A Geochemical Model of Fluids and Mineral Interactions for Deep Hydrocarbon Reservoirs

1State Key Laboratory of Geomechanics and Geotechnical Engineering, Institute of Rock and Soil Mechanics, Chinese Academy of Sciences, Wuhan 430071, China
2Dimue Technology Ltd. Co., Wuhan, China

Correspondence should be addressed to Jun Li; moc.liamg@s9002nujil

Received 19 February 2017; Accepted 12 June 2017; Published 16 July 2017

Academic Editor: Keyu Liu

Copyright © 2017 Jun Li et al. This is an open access article distributed under the Creative Commons Attribution License, which permits unrestricted use, distribution, and reproduction in any medium, provided the original work is properly cited.

Abstract

A mutual solubility model for CO2-CH4-brine systems is constructed in this work as a fundamental research for applications of deep hydrocarbon exploration and production. The model is validated to be accurate for wide ranges of temperature (0–250°C), pressure (1–1500 bar), and salinity (NaCl molality from 0 to more than 6 mole/KgW). Combining this model with PHREEQC functionalities, CO2-CH4-brine-carbonate-sulfate equilibrium is calculated. From the calculations, we conclude that, for CO2-CH4-brine-carbonate systems, at deeper positions, magnesium is more likely to be dissolved in aqueous phase and calcite can be more stable than dolomite and, for CO2-CH4-brine-sulfate systems, with a presence of CH4, sulfate ions are likely to be reduced to S2− and H2S in gas phase could be released after S2− saturated in the solution. The hydrocarbon “souring” process could be reproduced from geochemical calculations in this work.

1. Introduction

With the exploration and production of middle-shallow oil and gas reservoirs, the main oil/gas fields have come to the late stages of production. More and more intensive exploration work has been done on middle-shallow fields and it is not easy to achieve more breakthroughs. So, researchers are devoting more efforts in deep reservoirs (with depth more than 5000 m). In China, the depositional environment is quite complex and special, so abundant hydrocarbon resources are possible. From the drilling evidence, an effective hydrocarbon reserve was found at more than 7000 m depth in China [1]. More and more research on deep layer hydrocarbon exploration has been carried out in recent years.
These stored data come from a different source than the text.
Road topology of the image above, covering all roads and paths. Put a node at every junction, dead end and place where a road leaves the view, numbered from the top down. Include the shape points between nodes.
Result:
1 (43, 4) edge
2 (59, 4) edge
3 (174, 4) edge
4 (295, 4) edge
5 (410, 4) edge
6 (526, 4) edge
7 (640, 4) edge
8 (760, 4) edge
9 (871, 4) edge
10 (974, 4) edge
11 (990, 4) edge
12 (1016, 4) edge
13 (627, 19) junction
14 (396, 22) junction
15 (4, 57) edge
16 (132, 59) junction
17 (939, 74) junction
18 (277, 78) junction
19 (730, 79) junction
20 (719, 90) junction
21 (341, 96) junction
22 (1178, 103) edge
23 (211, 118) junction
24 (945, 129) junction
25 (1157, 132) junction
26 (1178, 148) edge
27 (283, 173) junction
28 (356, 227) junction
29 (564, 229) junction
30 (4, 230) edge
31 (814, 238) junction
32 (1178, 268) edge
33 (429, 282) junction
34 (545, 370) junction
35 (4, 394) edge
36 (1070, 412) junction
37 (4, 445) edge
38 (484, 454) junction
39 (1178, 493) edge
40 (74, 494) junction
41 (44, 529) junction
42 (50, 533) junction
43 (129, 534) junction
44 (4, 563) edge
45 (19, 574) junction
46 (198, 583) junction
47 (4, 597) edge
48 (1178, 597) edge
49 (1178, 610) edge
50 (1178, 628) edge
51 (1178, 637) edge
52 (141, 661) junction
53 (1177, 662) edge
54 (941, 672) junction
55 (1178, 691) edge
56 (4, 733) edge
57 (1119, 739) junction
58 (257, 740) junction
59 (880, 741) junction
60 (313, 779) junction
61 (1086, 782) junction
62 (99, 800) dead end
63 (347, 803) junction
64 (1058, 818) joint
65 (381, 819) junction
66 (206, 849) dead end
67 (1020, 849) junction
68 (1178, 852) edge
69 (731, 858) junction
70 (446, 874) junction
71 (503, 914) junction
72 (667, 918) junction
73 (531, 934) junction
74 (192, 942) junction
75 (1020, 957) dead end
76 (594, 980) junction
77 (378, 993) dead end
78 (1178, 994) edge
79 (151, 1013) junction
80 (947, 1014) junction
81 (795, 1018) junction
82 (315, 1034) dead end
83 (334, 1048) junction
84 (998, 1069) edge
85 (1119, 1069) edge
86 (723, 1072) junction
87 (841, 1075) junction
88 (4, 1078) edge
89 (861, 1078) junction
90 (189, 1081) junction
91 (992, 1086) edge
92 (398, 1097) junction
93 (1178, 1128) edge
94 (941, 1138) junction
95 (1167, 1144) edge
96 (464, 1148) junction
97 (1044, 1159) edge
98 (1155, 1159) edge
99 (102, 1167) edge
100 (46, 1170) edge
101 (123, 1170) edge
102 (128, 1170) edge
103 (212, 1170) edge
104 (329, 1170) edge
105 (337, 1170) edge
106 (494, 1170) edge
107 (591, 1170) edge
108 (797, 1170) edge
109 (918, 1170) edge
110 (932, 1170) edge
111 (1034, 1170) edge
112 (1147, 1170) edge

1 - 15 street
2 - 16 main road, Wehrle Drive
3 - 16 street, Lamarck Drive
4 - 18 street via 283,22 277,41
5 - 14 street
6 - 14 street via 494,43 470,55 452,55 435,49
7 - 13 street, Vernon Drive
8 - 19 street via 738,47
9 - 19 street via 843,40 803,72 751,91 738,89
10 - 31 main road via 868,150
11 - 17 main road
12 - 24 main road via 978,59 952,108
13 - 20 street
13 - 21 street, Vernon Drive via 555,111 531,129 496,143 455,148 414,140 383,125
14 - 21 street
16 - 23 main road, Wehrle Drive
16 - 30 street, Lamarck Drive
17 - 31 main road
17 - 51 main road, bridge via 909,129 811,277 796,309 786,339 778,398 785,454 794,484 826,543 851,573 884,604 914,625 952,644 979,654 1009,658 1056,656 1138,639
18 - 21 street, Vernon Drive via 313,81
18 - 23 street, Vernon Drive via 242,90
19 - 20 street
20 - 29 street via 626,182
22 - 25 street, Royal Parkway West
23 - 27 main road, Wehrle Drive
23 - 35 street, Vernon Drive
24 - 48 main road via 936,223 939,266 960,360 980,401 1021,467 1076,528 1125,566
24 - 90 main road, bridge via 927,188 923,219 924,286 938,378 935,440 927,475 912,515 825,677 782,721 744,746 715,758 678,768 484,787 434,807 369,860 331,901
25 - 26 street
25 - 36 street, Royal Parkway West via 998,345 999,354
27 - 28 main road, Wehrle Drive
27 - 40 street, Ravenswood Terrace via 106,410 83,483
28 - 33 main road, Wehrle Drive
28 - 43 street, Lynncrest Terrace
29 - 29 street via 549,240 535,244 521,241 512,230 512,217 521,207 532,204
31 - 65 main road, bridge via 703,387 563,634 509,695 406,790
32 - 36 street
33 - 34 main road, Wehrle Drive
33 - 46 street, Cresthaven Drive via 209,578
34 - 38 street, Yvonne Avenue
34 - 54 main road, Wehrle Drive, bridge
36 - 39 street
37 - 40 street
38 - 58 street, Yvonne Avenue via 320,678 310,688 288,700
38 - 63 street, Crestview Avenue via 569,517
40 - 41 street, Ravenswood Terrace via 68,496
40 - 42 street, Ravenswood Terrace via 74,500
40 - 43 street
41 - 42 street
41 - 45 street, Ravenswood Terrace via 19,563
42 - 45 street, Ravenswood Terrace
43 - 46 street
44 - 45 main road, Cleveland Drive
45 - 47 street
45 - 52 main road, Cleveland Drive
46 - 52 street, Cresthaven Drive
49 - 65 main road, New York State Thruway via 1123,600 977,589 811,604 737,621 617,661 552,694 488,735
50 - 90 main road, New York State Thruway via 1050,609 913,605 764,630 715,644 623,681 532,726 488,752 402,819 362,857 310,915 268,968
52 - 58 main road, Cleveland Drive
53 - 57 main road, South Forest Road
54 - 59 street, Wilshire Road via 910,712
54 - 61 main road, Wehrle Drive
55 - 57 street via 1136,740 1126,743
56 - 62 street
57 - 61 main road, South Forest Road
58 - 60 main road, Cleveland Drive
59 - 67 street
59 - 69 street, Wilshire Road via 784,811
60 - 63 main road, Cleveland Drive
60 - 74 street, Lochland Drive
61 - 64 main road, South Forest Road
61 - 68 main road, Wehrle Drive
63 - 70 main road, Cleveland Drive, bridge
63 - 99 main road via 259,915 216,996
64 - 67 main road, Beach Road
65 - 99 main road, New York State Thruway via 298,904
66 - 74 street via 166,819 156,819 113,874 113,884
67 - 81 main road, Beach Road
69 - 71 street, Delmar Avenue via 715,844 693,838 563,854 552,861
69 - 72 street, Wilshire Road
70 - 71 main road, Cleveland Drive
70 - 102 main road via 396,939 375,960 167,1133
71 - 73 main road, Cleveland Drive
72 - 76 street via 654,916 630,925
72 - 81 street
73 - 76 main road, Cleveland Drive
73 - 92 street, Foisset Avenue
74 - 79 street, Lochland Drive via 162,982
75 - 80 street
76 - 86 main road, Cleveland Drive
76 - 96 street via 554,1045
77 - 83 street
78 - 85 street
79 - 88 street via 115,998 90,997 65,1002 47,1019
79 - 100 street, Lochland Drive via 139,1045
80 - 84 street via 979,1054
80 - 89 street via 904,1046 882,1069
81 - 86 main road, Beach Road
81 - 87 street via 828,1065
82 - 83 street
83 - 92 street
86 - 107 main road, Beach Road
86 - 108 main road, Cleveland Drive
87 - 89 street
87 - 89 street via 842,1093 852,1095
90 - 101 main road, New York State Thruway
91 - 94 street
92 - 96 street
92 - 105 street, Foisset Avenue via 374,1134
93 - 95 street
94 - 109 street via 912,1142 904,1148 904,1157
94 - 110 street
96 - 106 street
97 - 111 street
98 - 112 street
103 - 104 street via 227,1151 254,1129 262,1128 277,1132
For deep hydrocarbon research, fluid-rock interaction is an important topic, as it will influence the fluid composition, physical and chemical properties, and transportation in porous media. The geochemical reactions are more active at locations with both gas and water, such as so-called gas-water transition zones [2, 3]. When gas and water contact, both gas components and mineral will be dissolved in water, and many geochemical reactions could be triggered. In Sichuan basin, H2S can usually be found from gas reservoirs. The existence of H2S can be a result of geochemical reactions of dissolved hydrocarbon and sulfates. It is called “souring” process in some literature [2].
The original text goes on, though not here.